PROBLEM TO WORK ON
Restate the whole listing exactly, leaving nothing out.

DATA FOR THIS EXERCISE
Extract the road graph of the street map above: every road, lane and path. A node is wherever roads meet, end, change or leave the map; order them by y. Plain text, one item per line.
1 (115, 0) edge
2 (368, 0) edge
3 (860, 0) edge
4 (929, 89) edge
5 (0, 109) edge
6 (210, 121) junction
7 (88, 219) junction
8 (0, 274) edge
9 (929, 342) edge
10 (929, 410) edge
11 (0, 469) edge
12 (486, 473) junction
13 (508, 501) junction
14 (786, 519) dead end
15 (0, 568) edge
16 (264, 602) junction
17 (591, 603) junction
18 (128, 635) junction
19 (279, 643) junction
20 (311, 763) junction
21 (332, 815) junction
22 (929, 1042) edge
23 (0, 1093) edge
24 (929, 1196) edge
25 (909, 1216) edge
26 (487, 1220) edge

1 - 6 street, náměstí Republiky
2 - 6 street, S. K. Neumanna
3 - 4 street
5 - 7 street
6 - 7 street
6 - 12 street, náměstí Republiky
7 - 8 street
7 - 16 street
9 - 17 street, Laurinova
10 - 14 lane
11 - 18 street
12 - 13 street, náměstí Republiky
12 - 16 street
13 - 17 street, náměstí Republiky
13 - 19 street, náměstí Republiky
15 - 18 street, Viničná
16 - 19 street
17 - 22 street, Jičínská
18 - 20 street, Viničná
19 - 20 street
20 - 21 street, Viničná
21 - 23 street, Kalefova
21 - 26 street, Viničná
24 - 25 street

RESPONSE TO THE EXERCISE
Extract the road graph of the street map above: every road, lane and path. A node is wherever roads meet, end, change or leave the map; order them by y. Plain text, one item per line.
1 (115, 0) edge
2 (368, 0) edge
3 (860, 0) edge
4 (929, 89) edge
5 (0, 109) edge
6 (210, 121) junction
7 (88, 219) junction
8 (0, 274) edge
9 (929, 342) edge
10 (929, 410) edge
11 (0, 469) edge
12 (486, 473) junction
13 (508, 501) junction
14 (786, 519) dead end
15 (0, 568) edge
16 (264, 602) junction
17 (591, 603) junction
18 (128, 635) junction
19 (279, 643) junction
20 (311, 763) junction
21 (332, 815) junction
22 (929, 1042) edge
23 (0, 1093) edge
24 (929, 1196) edge
25 (909, 1216) edge
26 (487, 1220) edge

1 - 6 street, náměstí Republiky
2 - 6 street, S. K. Neumanna
3 - 4 street
5 - 7 street
6 - 7 street
6 - 12 street, náměstí Republiky
7 - 8 street
7 - 16 street
9 - 17 street, Laurinova
10 - 14 lane
11 - 18 street
12 - 13 street, náměstí Republiky
12 - 16 street
13 - 17 street, náměstí Republiky
13 - 19 street, náměstí Republiky
15 - 18 street, Viničná
16 - 19 street
17 - 22 street, Jičínská
18 - 20 street, Viničná
19 - 20 street
20 - 21 street, Viničná
21 - 23 street, Kalefova
21 - 26 street, Viničná
24 - 25 street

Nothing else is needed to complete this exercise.